(STORED DATA)

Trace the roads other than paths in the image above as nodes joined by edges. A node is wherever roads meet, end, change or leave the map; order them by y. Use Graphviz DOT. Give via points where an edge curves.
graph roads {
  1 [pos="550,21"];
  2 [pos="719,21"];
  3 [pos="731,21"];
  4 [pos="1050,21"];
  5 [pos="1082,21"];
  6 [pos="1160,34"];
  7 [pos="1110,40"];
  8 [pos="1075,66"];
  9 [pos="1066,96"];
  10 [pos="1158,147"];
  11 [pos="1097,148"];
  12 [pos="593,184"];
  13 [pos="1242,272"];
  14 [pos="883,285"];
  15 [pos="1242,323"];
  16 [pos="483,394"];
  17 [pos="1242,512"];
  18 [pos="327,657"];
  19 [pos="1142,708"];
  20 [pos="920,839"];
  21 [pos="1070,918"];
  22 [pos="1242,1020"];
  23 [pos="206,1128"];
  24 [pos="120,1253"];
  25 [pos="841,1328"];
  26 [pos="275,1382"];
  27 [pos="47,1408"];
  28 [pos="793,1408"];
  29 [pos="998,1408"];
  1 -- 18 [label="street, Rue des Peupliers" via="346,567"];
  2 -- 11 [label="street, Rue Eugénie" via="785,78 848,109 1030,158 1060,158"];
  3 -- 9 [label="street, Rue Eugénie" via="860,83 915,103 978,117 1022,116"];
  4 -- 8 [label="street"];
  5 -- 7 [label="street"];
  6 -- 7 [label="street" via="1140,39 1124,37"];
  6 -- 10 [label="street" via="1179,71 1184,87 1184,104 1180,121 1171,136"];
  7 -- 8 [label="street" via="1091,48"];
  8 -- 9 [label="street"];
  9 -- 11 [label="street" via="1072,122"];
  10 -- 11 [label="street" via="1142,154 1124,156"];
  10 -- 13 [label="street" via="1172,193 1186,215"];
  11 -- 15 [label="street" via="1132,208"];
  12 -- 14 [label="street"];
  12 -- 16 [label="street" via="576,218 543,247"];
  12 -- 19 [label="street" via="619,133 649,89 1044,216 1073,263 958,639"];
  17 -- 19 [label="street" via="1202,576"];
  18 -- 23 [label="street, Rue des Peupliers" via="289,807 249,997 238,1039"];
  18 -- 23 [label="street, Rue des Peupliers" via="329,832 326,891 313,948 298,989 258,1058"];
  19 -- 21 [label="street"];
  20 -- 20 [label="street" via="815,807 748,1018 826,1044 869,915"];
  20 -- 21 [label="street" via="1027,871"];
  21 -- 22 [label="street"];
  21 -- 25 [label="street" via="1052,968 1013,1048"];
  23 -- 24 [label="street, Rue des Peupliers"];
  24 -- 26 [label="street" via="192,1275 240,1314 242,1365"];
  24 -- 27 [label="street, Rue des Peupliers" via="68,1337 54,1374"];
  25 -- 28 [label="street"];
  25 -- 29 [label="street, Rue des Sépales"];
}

(End STORED DATA)

**TASK OBJECTIVE:** Copy task. Give back the whole listing exactly as written.

**ANSWER FOR THIS EXERCISE:**
Trace the roads other than paths in the image above as nodes joined by edges. A node is wherever roads meet, end, change or leave the map; order them by y. Use Graphviz DOT. Give via points where an edge curves.
graph roads {
  1 [pos="550,21"];
  2 [pos="719,21"];
  3 [pos="731,21"];
  4 [pos="1050,21"];
  5 [pos="1082,21"];
  6 [pos="1160,34"];
  7 [pos="1110,40"];
  8 [pos="1075,66"];
  9 [pos="1066,96"];
  10 [pos="1158,147"];
  11 [pos="1097,148"];
  12 [pos="593,184"];
  13 [pos="1242,272"];
  14 [pos="883,285"];
  15 [pos="1242,323"];
  16 [pos="483,394"];
  17 [pos="1242,512"];
  18 [pos="327,657"];
  19 [pos="1142,708"];
  20 [pos="920,839"];
  21 [pos="1070,918"];
  22 [pos="1242,1020"];
  23 [pos="206,1128"];
  24 [pos="120,1253"];
  25 [pos="841,1328"];
  26 [pos="275,1382"];
  27 [pos="47,1408"];
  28 [pos="793,1408"];
  29 [pos="998,1408"];
  1 -- 18 [label="street, Rue des Peupliers" via="346,567"];
  2 -- 11 [label="street, Rue Eugénie" via="785,78 848,109 1030,158 1060,158"];
  3 -- 9 [label="street, Rue Eugénie" via="860,83 915,103 978,117 1022,116"];
  4 -- 8 [label="street"];
  5 -- 7 [label="street"];
  6 -- 7 [label="street" via="1140,39 1124,37"];
  6 -- 10 [label="street" via="1179,71 1184,87 1184,104 1180,121 1171,136"];
  7 -- 8 [label="street" via="1091,48"];
  8 -- 9 [label="street"];
  9 -- 11 [label="street" via="1072,122"];
  10 -- 11 [label="street" via="1142,154 1124,156"];
  10 -- 13 [label="street" via="1172,193 1186,215"];
  11 -- 15 [label="street" via="1132,208"];
  12 -- 14 [label="street"];
  12 -- 16 [label="street" via="576,218 543,247"];
  12 -- 19 [label="street" via="619,133 649,89 1044,216 1073,263 958,639"];
  17 -- 19 [label="street" via="1202,576"];
  18 -- 23 [label="street, Rue des Peupliers" via="289,807 249,997 238,1039"];
  18 -- 23 [label="street, Rue des Peupliers" via="329,832 326,891 313,948 298,989 258,1058"];
  19 -- 21 [label="street"];
  20 -- 20 [label="street" via="815,807 748,1018 826,1044 869,915"];
  20 -- 21 [label="street" via="1027,871"];
  21 -- 22 [label="street"];
  21 -- 25 [label="street" via="1052,968 1013,1048"];
  23 -- 24 [label="street, Rue des Peupliers"];
  24 -- 26 [label="street" via="192,1275 240,1314 242,1365"];
  24 -- 27 [label="street, Rue des Peupliers" via="68,1337 54,1374"];
  25 -- 28 [label="street"];
  25 -- 29 [label="street, Rue des Sépales"];
}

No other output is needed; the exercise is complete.